◆ ACTIVITY:
Scan the records for "Answer" and copy each line that contains it.

◆ LISTED ENTRIES:
***

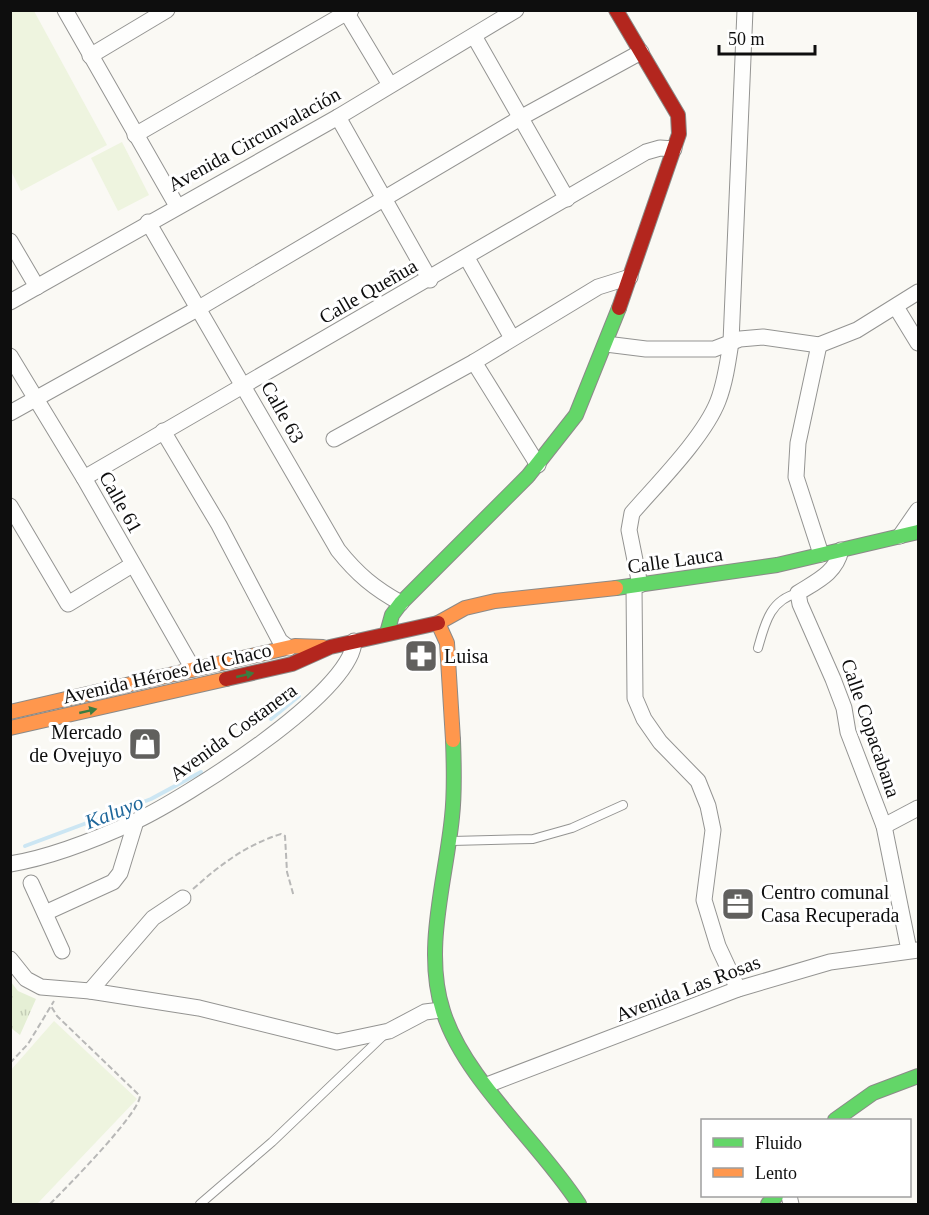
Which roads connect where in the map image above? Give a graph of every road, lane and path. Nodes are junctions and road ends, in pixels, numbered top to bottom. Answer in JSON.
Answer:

***

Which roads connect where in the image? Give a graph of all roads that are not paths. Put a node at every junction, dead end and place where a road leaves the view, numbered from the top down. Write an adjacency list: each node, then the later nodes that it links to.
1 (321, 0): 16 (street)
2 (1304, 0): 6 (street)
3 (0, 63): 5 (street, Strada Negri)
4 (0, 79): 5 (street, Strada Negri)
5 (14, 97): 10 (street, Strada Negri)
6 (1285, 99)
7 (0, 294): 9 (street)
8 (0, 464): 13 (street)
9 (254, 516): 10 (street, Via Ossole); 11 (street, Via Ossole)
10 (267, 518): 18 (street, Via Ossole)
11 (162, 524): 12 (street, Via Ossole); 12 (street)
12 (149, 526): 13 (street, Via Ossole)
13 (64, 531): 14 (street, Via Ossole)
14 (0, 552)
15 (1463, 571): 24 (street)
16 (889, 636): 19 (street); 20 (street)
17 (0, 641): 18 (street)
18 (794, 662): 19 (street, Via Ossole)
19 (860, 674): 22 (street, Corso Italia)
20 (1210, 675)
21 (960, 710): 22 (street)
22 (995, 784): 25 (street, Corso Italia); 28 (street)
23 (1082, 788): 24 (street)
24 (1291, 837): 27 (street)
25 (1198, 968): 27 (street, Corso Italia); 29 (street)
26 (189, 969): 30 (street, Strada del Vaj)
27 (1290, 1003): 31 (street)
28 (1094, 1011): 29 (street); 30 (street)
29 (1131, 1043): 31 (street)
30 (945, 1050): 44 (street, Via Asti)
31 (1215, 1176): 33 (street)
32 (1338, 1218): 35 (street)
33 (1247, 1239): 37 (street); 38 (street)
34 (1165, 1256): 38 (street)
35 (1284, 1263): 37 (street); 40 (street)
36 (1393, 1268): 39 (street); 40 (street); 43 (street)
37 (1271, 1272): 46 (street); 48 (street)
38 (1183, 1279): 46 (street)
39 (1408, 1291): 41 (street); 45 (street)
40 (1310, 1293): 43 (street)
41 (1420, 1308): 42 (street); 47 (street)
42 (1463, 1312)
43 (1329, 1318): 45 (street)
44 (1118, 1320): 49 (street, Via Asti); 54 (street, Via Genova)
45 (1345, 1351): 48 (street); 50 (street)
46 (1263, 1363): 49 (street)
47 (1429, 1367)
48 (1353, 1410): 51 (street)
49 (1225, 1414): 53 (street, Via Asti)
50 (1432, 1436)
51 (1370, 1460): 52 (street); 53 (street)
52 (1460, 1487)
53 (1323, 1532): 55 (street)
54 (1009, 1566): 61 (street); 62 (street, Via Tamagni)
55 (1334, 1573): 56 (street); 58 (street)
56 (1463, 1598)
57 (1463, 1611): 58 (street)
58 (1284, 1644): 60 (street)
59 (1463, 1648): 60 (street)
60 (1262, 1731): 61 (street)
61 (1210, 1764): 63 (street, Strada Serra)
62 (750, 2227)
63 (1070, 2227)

***

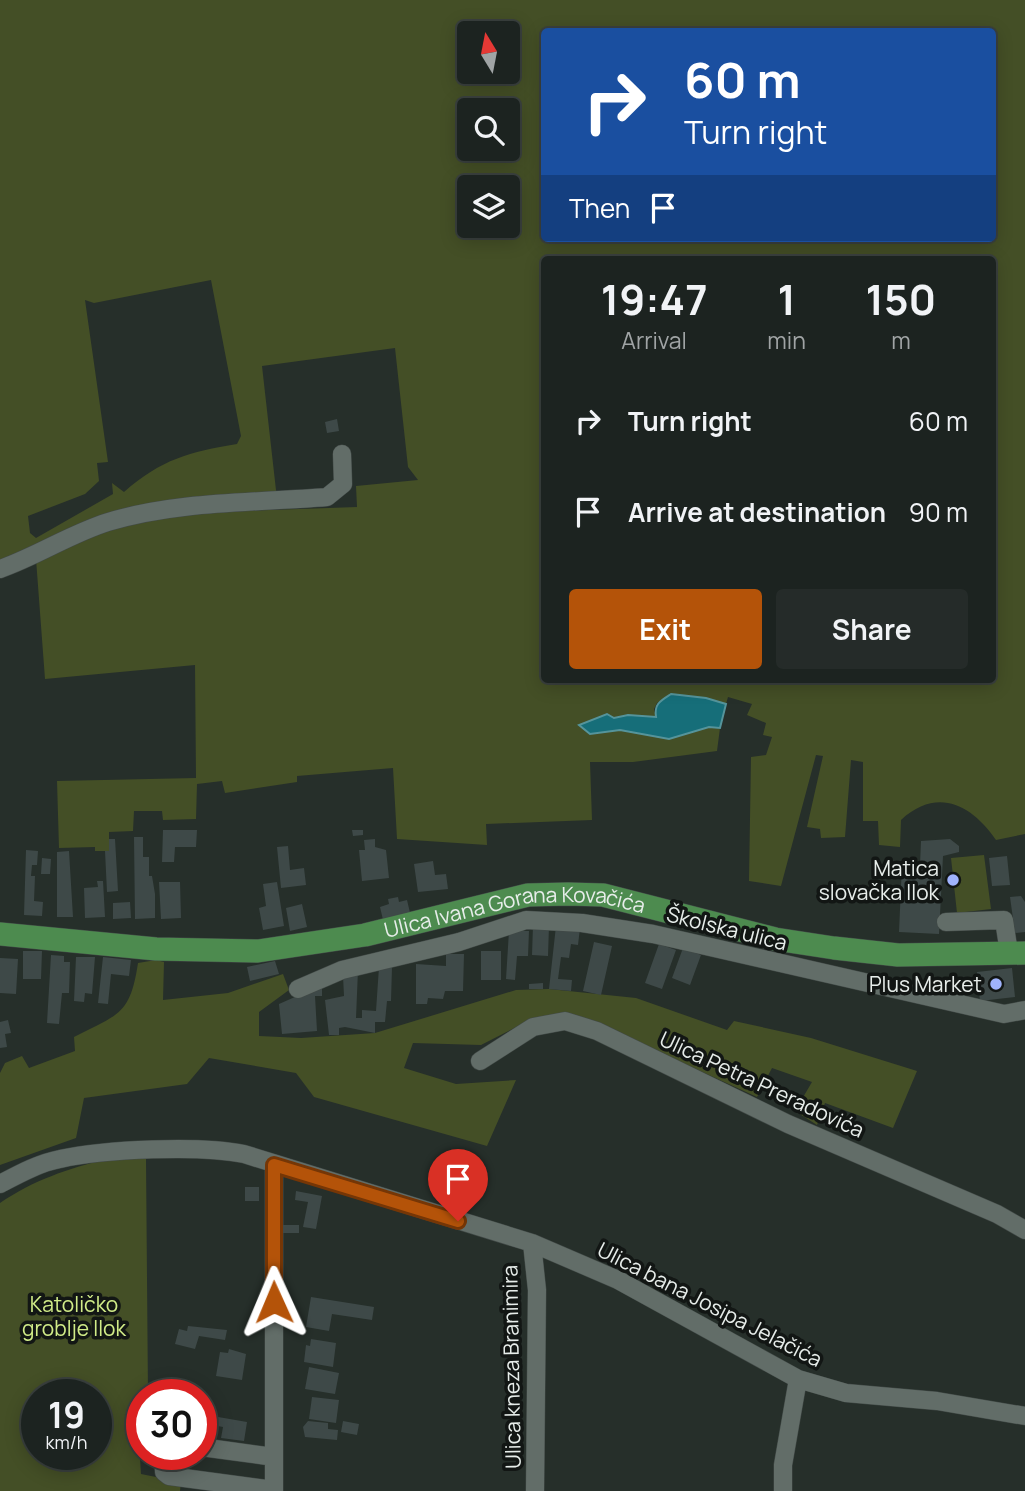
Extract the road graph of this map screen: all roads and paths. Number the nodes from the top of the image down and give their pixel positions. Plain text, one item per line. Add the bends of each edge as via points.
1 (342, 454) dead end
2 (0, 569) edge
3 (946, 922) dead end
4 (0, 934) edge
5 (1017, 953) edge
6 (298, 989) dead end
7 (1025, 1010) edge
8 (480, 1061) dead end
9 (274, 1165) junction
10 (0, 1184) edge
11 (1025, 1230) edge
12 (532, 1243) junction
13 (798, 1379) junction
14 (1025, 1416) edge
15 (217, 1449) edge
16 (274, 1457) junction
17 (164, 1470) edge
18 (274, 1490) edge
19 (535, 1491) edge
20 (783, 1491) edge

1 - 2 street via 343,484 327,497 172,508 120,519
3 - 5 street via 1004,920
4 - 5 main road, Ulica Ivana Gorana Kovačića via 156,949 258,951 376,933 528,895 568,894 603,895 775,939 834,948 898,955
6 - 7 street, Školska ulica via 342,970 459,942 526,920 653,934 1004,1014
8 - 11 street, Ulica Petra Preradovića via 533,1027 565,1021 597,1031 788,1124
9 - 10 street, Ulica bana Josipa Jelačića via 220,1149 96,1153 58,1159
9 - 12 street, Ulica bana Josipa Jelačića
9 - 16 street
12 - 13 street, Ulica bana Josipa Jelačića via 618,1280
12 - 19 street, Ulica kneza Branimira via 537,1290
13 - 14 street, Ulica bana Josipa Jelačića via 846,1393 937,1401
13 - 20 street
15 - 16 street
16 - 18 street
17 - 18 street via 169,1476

***

◆ COMPLETED TASK:
Which roads connect where in the map image above? Give a graph of every road, lane and path. Nodes are junctions and road ends, in pixels, numbered top to bottom. Answer in JSON.
Answer:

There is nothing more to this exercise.